* WORK REQUIRED *
Only the lines holding "hand" are wanted; find them in the listing and return each one.

* LISTED RECORDS *
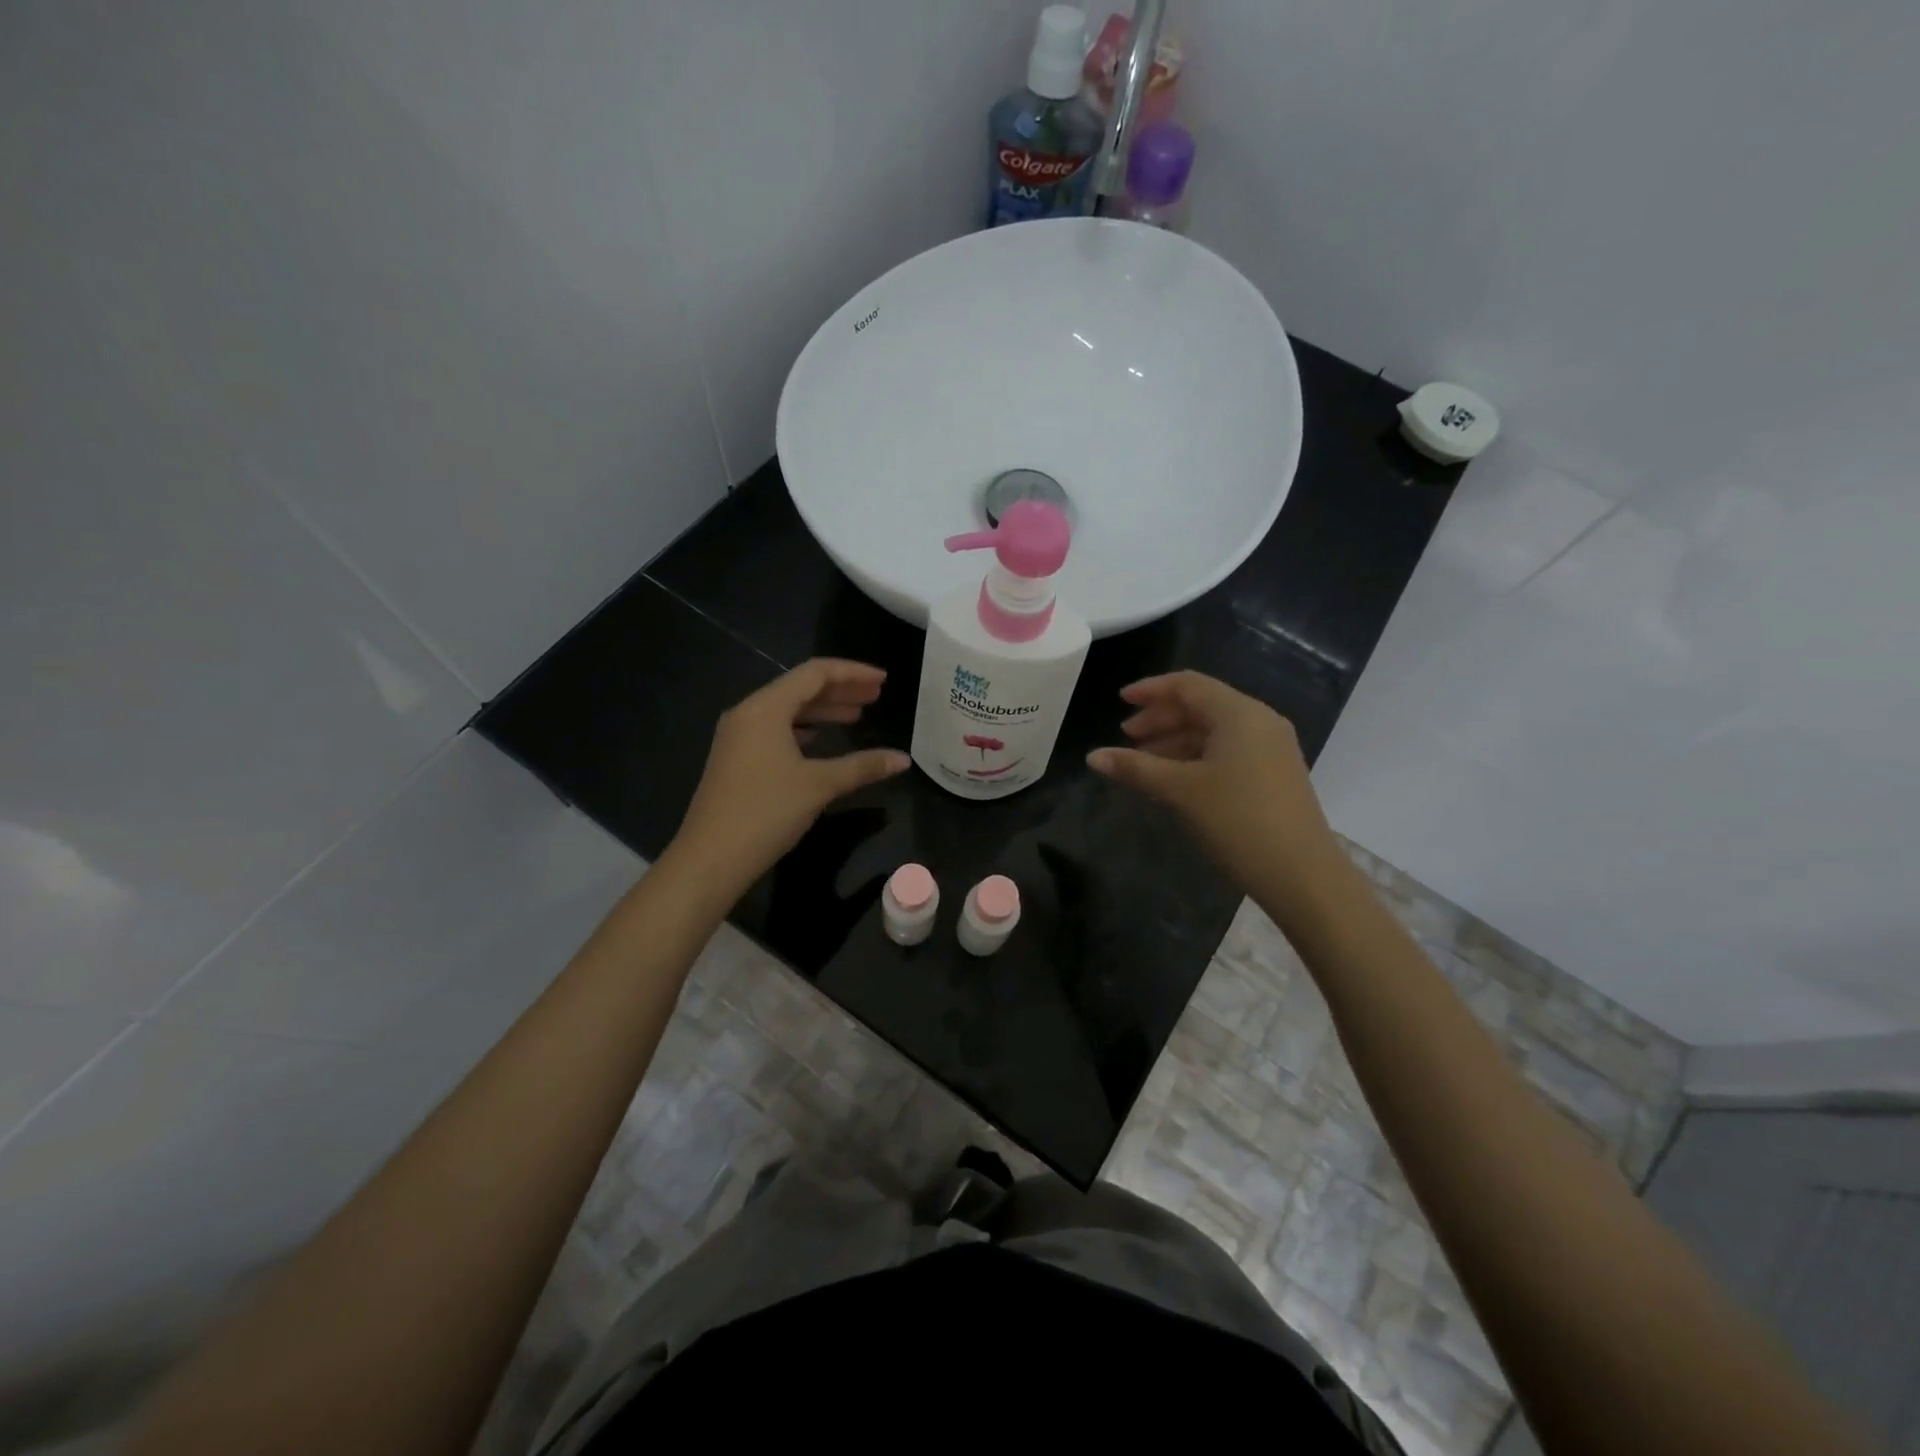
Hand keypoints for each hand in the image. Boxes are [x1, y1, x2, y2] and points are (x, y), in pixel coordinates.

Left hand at [671, 659, 909, 894]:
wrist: (710, 857)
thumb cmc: (766, 811)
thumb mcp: (820, 785)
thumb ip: (863, 766)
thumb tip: (903, 759)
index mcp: (765, 708)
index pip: (815, 673)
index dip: (852, 673)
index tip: (883, 681)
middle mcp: (748, 713)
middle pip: (800, 689)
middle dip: (841, 691)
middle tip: (876, 697)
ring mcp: (739, 737)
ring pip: (788, 711)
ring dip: (823, 711)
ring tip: (857, 717)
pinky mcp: (736, 759)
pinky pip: (776, 730)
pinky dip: (804, 730)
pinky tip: (821, 741)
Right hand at [1087, 671, 1348, 924]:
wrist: (1302, 875)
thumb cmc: (1237, 821)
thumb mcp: (1180, 790)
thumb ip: (1135, 768)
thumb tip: (1093, 756)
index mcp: (1240, 714)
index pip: (1188, 685)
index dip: (1150, 690)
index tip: (1119, 702)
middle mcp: (1259, 722)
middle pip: (1201, 705)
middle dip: (1160, 718)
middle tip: (1127, 738)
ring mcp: (1271, 749)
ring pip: (1214, 731)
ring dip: (1176, 740)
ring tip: (1143, 762)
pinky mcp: (1274, 774)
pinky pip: (1228, 750)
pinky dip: (1196, 757)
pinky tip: (1175, 779)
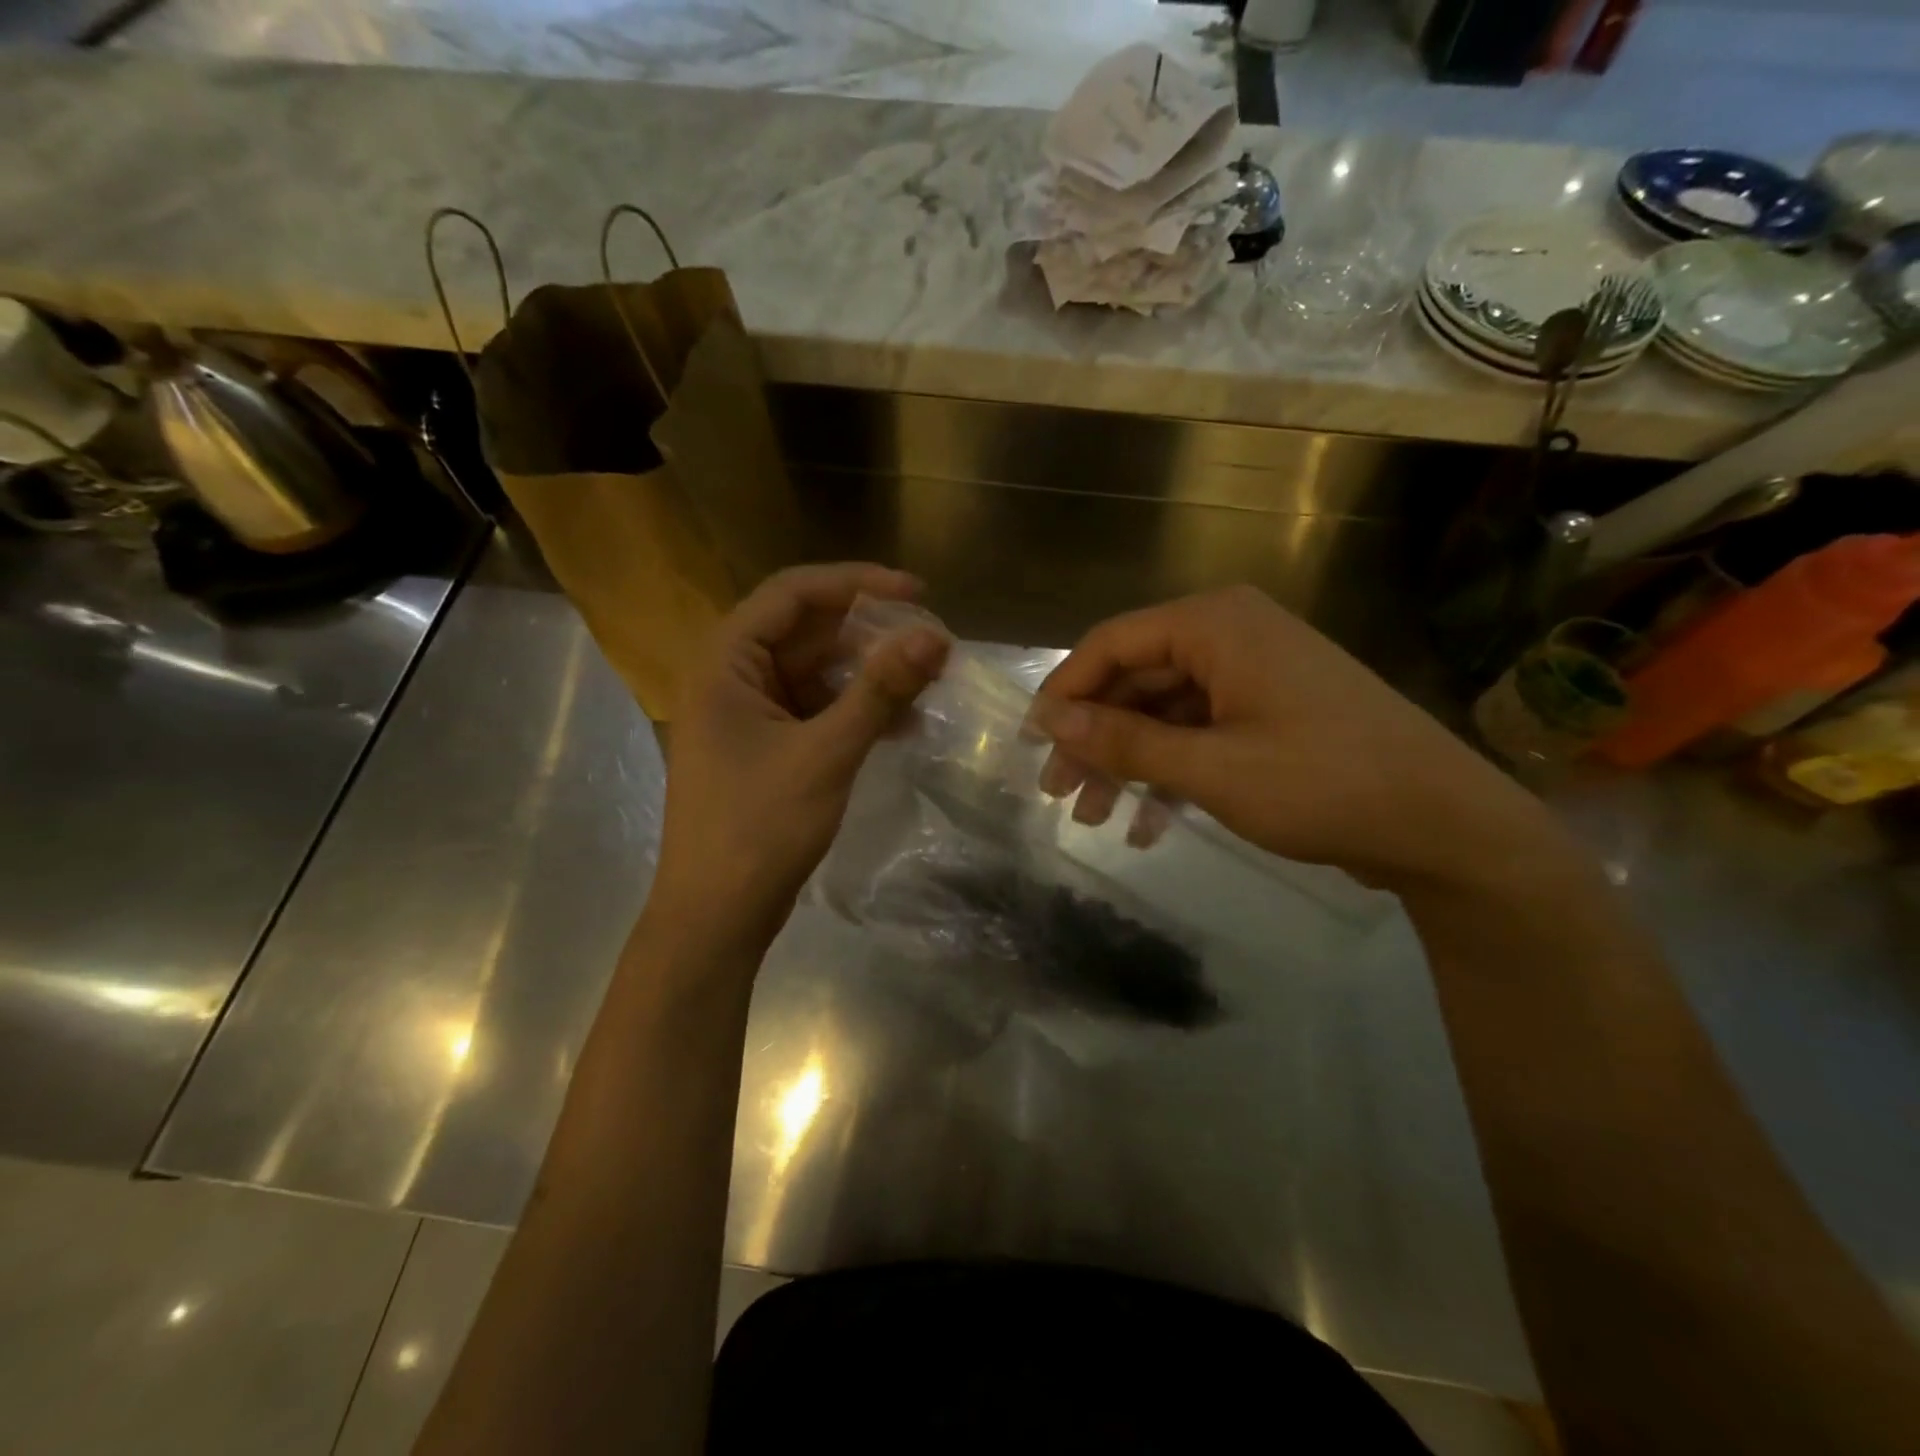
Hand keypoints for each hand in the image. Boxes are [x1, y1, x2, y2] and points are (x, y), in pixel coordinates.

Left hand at [648, 564, 949, 949]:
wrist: (715, 917)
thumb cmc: (759, 828)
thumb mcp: (826, 753)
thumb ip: (879, 690)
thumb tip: (934, 635)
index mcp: (725, 661)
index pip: (793, 593)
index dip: (857, 584)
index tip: (917, 593)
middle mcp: (731, 677)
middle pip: (807, 631)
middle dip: (871, 634)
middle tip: (931, 641)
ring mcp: (747, 714)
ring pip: (816, 673)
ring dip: (869, 675)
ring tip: (927, 680)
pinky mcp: (765, 747)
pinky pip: (816, 710)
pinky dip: (855, 711)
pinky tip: (903, 724)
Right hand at [1032, 586, 1556, 890]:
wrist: (1444, 826)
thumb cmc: (1323, 784)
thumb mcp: (1210, 768)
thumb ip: (1125, 741)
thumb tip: (1050, 722)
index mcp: (1216, 624)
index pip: (1112, 643)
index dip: (1065, 692)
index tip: (1033, 743)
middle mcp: (1231, 635)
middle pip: (1136, 678)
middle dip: (1095, 738)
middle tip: (1059, 792)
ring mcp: (1253, 674)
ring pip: (1164, 711)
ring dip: (1128, 762)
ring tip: (1094, 816)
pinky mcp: (1269, 711)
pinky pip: (1199, 731)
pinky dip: (1170, 771)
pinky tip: (1147, 822)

* PROBLEM SOLUTION *
Hand keypoints for each hand in the image. Boxes are [x1, y1, x2, y2] and points are (x, y), in pixel coordinates.
Left hand at [671, 659, 909, 894]:
Right hand at [1087, 671, 1348, 924]:
Hand keypoints for each hand in the image. Boxes are [x1, y1, x2, y2] and points are (x, y), in pixel coordinates.
Left hand at [648, 564, 949, 949]:
Right hand at [1032, 586, 1556, 890]:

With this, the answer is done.